■ **Problem statement**
What follows is a listing; restate all of it word for word.
[Provided entries]
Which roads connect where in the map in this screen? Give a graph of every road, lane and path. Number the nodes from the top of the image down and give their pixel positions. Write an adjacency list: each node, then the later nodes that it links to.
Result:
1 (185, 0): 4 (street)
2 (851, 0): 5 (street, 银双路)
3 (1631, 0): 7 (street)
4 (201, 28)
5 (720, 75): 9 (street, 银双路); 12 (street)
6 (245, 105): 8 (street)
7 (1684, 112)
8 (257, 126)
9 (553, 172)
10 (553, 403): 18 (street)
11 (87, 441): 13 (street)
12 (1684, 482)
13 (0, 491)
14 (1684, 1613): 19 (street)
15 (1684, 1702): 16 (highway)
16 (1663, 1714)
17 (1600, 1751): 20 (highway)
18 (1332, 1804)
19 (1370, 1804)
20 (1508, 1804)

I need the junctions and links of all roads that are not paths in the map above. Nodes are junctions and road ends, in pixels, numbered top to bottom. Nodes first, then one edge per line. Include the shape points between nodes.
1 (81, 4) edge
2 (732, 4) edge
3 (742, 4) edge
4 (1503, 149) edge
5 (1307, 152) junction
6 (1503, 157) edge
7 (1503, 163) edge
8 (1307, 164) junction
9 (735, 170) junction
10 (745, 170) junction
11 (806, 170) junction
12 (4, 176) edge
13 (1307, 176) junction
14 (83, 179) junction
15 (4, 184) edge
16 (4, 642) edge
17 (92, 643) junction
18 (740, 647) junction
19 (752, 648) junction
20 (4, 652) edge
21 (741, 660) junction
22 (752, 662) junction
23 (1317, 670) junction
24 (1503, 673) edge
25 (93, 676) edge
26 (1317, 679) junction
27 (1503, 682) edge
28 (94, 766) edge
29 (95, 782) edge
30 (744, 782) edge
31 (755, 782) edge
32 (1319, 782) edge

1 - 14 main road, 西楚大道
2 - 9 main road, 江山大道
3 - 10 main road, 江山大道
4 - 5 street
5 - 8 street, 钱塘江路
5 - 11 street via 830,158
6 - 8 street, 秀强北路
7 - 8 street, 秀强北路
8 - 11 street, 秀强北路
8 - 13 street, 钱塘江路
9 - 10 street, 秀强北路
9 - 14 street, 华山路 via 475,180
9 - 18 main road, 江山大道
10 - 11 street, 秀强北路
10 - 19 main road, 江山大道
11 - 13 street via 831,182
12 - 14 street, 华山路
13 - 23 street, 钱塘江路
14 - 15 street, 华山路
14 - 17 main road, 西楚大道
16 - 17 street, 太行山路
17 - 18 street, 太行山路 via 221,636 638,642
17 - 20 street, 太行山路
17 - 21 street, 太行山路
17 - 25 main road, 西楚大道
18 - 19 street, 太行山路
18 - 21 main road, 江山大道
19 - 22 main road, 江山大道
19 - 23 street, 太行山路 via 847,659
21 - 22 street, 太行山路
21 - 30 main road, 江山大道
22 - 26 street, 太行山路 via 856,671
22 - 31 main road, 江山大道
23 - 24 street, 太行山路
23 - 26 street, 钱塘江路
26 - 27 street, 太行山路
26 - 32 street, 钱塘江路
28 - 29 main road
[/Provided entries]
■ **Output**
Which roads connect where in the map in this screen? Give a graph of every road, lane and path. Number the nodes from the top of the image down and give their pixel positions. Write an adjacency list: each node, then the later nodes that it links to.
Result:
1 (185, 0): 4 (street)
2 (851, 0): 5 (street, 银双路)
3 (1631, 0): 7 (street)
4 (201, 28)
5 (720, 75): 9 (street, 银双路); 12 (street)
6 (245, 105): 8 (street)
7 (1684, 112)
8 (257, 126)
9 (553, 172)
10 (553, 403): 18 (street)
11 (87, 441): 13 (street)
12 (1684, 482)
13 (0, 491)
14 (1684, 1613): 19 (street)
15 (1684, 1702): 16 (highway)
16 (1663, 1714)
17 (1600, 1751): 20 (highway)
18 (1332, 1804)
19 (1370, 1804)
20 (1508, 1804)

I need the junctions and links of all roads that are not paths in the map above. Nodes are junctions and road ends, in pixels, numbered top to bottom. Nodes first, then one edge per line. Include the shape points between nodes.
1 (81, 4) edge
2 (732, 4) edge
3 (742, 4) edge
4 (1503, 149) edge
5 (1307, 152) junction
6 (1503, 157) edge
7 (1503, 163) edge
8 (1307, 164) junction
9 (735, 170) junction
10 (745, 170) junction
11 (806, 170) junction
12 (4, 176) edge
13 (1307, 176) junction
14 (83, 179) junction
15 (4, 184) edge
16 (4, 642) edge
17 (92, 643) junction
18 (740, 647) junction
19 (752, 648) junction
20 (4, 652) edge
21 (741, 660) junction
22 (752, 662) junction
23 (1317, 670) junction
24 (1503, 673) edge
25 (93, 676) edge
26 (1317, 679) junction
27 (1503, 682) edge
28 (94, 766) edge
29 (95, 782) edge
30 (744, 782) edge
31 (755, 782) edge
32 (1319, 782) edge

1 - 14 main road, 西楚大道
2 - 9 main road, 江山大道
3 - 10 main road, 江山大道
4 - 5 street
5 - 8 street, 钱塘江路
5 - 11 street via 830,158
6 - 8 street, 秀强北路
7 - 8 street, 秀强北路
8 - 11 street, 秀强北路
8 - 13 street, 钱塘江路
9 - 10 street, 秀强北路
9 - 14 street, 华山路 via 475,180
9 - 18 main road, 江山大道
10 - 11 street, 秀强北路
10 - 19 main road, 江山大道
11 - 13 street via 831,182
12 - 14 street, 华山路
13 - 23 street, 钱塘江路
14 - 15 street, 华山路
14 - 17 main road, 西楚大道
16 - 17 street, 太行山路
17 - 18 street, 太行山路 via 221,636 638,642
17 - 20 street, 太行山路
17 - 21 street, 太行山路
17 - 25 main road, 西楚大道
18 - 19 street, 太行山路
18 - 21 main road, 江山大道
19 - 22 main road, 江山大道
19 - 23 street, 太行山路 via 847,659
21 - 22 street, 太行山路
21 - 30 main road, 江山大道
22 - 26 street, 太行山路 via 856,671
22 - 31 main road, 江山大道
23 - 24 street, 太行山路
23 - 26 street, 钱塘江路
26 - 27 street, 太行山路
26 - 32 street, 钱塘江路
28 - 29 main road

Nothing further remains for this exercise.